Of course, zero percent credit cards can be a useful tool for the wise and disciplined consumer. Following are some ideas for utilizing zero percent credit cards as part of your financial management system.
- Review the Terms Carefully: In many cases, the benefits of a zero percent credit card will expire in the very short term (i.e., three to six months). If you are sure you can pay off the balance before then (see note below), then by all means consider this option. However, you may want to limit your use of zero percent cards to those rare opportunities where the term lasts a year or more.
- Pay Off the Balance Right Before the New Rate Kicks In: As noted above, the introductory term for most zero percent credit cards is relatively short. After the initial grace period, the rates will go up to sometimes astronomical levels. In some cases, you may even have to pay the higher interest rate on the entire balance. In other words, interest will accrue at the higher rate from the start of your purchase. If you pay off the balance early, you won’t pay that amount, but if you don’t, you’ll owe total amount, including the interest at the higher rate. This is why it is imperative that you pay off the balance on your zero percent credit card BEFORE the higher rate kicks in. If you will not be able to do this, then don’t use the card.
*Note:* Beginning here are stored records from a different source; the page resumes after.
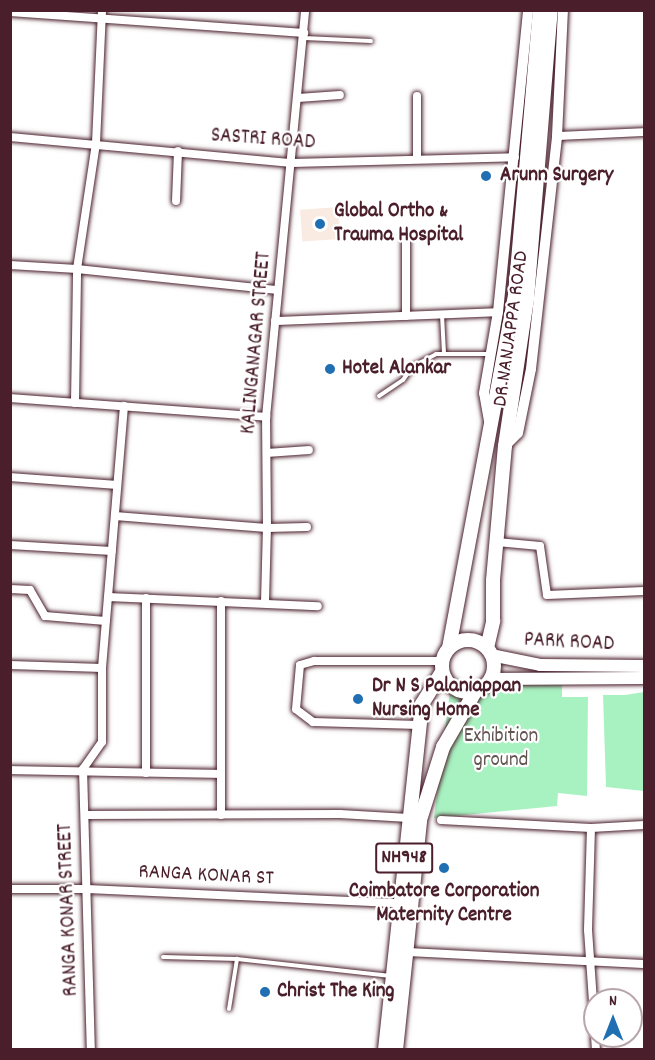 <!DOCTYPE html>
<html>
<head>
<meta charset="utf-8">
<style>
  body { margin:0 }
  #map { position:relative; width:655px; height:1060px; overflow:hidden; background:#fff; font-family:Dekko,sans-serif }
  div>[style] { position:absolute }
  .built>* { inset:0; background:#faebe2; transform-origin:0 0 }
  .green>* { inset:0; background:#a8f2c1 }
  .roads { filter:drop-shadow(0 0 2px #4a1f2b) drop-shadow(0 0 2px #4a1f2b) }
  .service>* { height:4px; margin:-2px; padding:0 2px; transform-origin:2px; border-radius:2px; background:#fff }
  .minor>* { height:8px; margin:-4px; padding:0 4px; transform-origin:4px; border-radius:4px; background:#fff }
  .tertiary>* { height:10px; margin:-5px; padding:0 5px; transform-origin:5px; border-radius:5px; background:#fff }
  .secondary>* { height:12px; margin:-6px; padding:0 6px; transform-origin:6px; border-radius:6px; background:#fff }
  .trunk>* { height:14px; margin:-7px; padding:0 7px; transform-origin:7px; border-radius:7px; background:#fff }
  .trunk>.ring { margin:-7px; padding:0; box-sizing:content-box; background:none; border:14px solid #fff; border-radius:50% }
  .dots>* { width:16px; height:16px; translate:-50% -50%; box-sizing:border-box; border:3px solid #fff; border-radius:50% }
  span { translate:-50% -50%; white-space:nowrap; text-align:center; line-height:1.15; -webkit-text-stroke:4.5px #fff; paint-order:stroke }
  .shield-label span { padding:2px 4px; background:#fff; border:2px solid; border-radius:4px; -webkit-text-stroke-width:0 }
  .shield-label { font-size:20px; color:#4a1f2b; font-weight:700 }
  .street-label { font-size:21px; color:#4a1f2b }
  .poi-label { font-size:21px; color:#4a1f2b; font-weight:700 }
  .left { translate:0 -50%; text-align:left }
  .park-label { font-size:21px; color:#625450 }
  .frame { position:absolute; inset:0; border:12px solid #4a1f2b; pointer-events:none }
  .north { position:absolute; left:583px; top:988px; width:60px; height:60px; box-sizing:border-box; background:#fff; border:2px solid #b7a5aa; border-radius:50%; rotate:0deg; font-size:16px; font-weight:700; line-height:24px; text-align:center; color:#4a1f2b }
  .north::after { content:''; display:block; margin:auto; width:21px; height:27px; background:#1f6fb2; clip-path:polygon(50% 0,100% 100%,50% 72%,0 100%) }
</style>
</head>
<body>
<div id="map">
  <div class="built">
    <div style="left:338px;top:207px;width:32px;height:38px;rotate:86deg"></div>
  </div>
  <div class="green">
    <div style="clip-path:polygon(562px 683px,562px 697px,588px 697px,587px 796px,558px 793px,557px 806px,434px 818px,450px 691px,470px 685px)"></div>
    <div style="clip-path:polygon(644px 692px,644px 791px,606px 787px,603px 695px,625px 695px)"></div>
  </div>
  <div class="roads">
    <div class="service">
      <div style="left:304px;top:38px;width:67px;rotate:2.6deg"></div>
      <div style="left:442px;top:315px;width:38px;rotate:87deg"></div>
      <div style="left:379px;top:396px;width:29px;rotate:-34deg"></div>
      <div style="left:403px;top:380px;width:16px;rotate:-55deg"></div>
      <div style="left:412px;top:367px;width:27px;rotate:-28deg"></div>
      <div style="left:436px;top:354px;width:54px"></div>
      <div style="left:163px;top:957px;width:74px;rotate:1.5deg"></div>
      <div style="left:237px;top:959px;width:155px;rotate:6.3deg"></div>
      <div style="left:229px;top:1009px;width:51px;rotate:-80.9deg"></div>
    </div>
    <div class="minor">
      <div style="left:10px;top:12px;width:295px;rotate:4.1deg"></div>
      <div style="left:417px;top:96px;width:63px;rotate:90deg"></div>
      <div style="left:298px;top:98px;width:42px;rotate:-4.1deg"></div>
      <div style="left:557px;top:136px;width:87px;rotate:-2.6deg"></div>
      <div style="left:10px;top:137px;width:283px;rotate:5.3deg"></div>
      <div style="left:292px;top:163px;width:223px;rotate:-1.5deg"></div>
      <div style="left:176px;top:201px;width:50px;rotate:-87.7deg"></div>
      <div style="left:10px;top:265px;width:67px;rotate:3.4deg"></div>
      <div style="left:77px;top:269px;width:202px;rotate:6deg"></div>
      <div style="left:406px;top:316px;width:79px;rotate:-90deg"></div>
      <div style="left:275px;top:321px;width:223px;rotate:-2.3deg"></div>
      <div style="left:10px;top:398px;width:257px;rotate:4.2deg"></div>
      <div style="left:75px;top:403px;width:134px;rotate:-89.1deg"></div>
      <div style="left:77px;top:269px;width:127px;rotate:-81.4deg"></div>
      <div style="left:96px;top:143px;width:133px;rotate:-87.4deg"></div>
      <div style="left:267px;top:453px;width:42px;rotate:-4.1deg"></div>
      <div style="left:10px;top:477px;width:107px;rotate:4.3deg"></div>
      <div style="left:115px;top:516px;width:152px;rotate:4.5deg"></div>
      <div style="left:267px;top:528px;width:111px;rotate:-90.5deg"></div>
      <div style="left:266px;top:417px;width:409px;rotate:-84.5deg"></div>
      <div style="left:497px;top:542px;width:43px;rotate:5.3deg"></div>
      <div style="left:540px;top:546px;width:49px;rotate:81.9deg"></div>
      <div style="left:547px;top:595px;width:97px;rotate:-2.4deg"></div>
      <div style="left:10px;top:545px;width:102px;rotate:3.4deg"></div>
      <div style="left:10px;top:589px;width:20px;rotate:3deg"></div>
      <div style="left:30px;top:590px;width:30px;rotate:60deg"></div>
      <div style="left:45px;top:616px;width:61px;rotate:4.7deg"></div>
      <div style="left:108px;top:597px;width:210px;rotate:2.5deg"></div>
      <div style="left:146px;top:598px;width:175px;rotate:90deg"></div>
      <div style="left:265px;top:602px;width:74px;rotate:-88.5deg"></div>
      <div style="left:267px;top:528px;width:40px;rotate:-1.4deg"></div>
      <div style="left:10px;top:665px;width:92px;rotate:1.9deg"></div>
      <div style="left:419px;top:725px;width:106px;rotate:-178.4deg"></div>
      <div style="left:313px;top:722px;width:21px;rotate:-143deg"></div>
      <div style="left:296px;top:709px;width:44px;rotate:-84.8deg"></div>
      <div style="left:300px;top:665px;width:15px;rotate:-16deg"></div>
      <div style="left:314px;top:661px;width:128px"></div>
      <div style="left:83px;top:769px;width:33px;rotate:-55deg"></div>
      <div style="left:102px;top:742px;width:74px;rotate:-90deg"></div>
      <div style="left:102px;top:668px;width:263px;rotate:-85.2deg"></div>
      <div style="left:83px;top:769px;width:281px;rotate:88.4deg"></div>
      <div style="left:10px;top:770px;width:210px;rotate:1.1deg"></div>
      <div style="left:85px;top:815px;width:255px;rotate:-0.2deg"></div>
      <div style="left:340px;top:814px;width:69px;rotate:3.3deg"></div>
      <div style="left:221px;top:815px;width:214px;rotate:-90deg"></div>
      <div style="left:441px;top:820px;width:150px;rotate:3.1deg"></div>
      <div style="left:591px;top:828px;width:53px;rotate:-3.2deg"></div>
      <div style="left:591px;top:828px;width:102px;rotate:91.7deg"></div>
      <div style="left:588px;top:930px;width:99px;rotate:86deg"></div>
      <div style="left:10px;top:889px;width:77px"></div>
      <div style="left:87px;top:889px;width:312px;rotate:2.6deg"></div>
      <div style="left:407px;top:952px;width:237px;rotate:2.9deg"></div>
      <div style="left:595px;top:1036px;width:14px;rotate:86deg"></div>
    </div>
    <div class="tertiary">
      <div style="left:489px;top:421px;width:28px;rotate:-100deg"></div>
      <div style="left:484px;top:393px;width:82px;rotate:-80.2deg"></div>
      <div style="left:498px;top:312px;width:303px;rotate:-84.3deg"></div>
      <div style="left:505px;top:446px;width:18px;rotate:-45deg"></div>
      <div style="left:518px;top:433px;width:65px;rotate:-78.5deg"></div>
      <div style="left:531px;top:369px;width:234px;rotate:-83.6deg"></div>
      <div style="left:557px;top:136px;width:126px;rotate:-87.3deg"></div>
    </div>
    <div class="secondary">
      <div style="left:491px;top:655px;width:50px;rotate:11.5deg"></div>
      <div style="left:540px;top:665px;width:104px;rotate:0.6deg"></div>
      <div style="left:490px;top:679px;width:154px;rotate:-0.4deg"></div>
    </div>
    <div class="trunk">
      <div class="ring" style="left:442px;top:640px;width:38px;height:38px"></div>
      <div style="left:449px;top:648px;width:359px;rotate:-79.4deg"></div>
      <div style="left:515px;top:295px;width:286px;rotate:-85deg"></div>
      <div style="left:487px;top:648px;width:28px;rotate:-77deg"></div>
      <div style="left:493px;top:621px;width:41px;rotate:-90deg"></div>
      <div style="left:493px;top:580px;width:135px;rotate:-84.9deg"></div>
      <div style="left:505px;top:446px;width:149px;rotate:-81.5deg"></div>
      <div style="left:527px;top:299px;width:290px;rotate:-85.3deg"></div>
      <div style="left:385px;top:1050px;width:348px;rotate:-83.9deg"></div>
      <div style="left:422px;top:704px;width:38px;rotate:-58deg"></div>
      <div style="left:396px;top:1050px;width:231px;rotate:-84deg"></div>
      <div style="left:420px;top:820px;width:77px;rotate:-72.5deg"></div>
      <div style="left:443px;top:747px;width:66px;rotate:-59.9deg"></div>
    </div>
  </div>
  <div class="dots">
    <div style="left:486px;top:176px;background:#1f6fb2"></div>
    <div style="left:320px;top:224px;background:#1f6fb2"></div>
    <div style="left:330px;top:369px;background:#1f6fb2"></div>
    <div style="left:358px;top:699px;background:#1f6fb2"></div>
    <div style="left:444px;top:868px;background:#1f6fb2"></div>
    <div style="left:265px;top:992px;background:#1f6fb2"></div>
  </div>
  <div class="shield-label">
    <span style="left:404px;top:858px">NH948</span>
  </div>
  <div class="street-label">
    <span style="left:263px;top:140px;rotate:4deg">SASTRI ROAD</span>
    <span style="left:512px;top:329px;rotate:-82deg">DR NANJAPPA ROAD</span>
    <span style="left:257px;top:343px;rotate:-85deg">KALINGANAGAR STREET</span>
    <span style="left:569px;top:643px;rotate:3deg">PARK ROAD</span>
    <span style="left:206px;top:876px;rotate:3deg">RANGA KONAR ST</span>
    <span style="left:69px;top:910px;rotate:-92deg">RANGA KONAR STREET</span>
  </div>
  <div class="poi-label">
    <span class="left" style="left:500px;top:176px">Arunn Surgery</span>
    <span class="left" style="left:334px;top:224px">Global Ortho &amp;<br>Trauma Hospital</span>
    <span class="left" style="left:342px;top:369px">Hotel Alankar</span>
    <span class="left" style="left:372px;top:699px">Dr N S Palaniappan<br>Nursing Home</span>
    <span style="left:444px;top:904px">Coimbatore Corporation<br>Maternity Centre</span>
    <span class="left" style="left:277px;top:992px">Christ The King</span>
  </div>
  <div class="park-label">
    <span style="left:501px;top:749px">Exhibition<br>ground</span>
  </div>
  <div class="frame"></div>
  <div class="north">N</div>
</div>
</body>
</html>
- Invest the Savings You Will Use to Pay Off the Card in a Higher Return Account: This is where the true financial wizard will achieve the most benefits from the zero percent credit card approach. Picture this situation: you use your zero percent credit card to purchase an item for $1,000. Your rate will rise in six months and you plan to pay off the card right before the expiration of the six month terms. In the meantime, you invest $1,000 of your own money in a money market account that pays 5% per year. At the end of the six months after paying off your card you’ll have an extra $25 (your investment proceeds), the item that you wanted six months early and a debt free existence. Sounds pretty good, doesn’t it!
Of course, the easiest way to have a “zero percent credit card” is to pay off your balance every month. This approach will turn almost any card into an interest-free card, and keep you financially independent.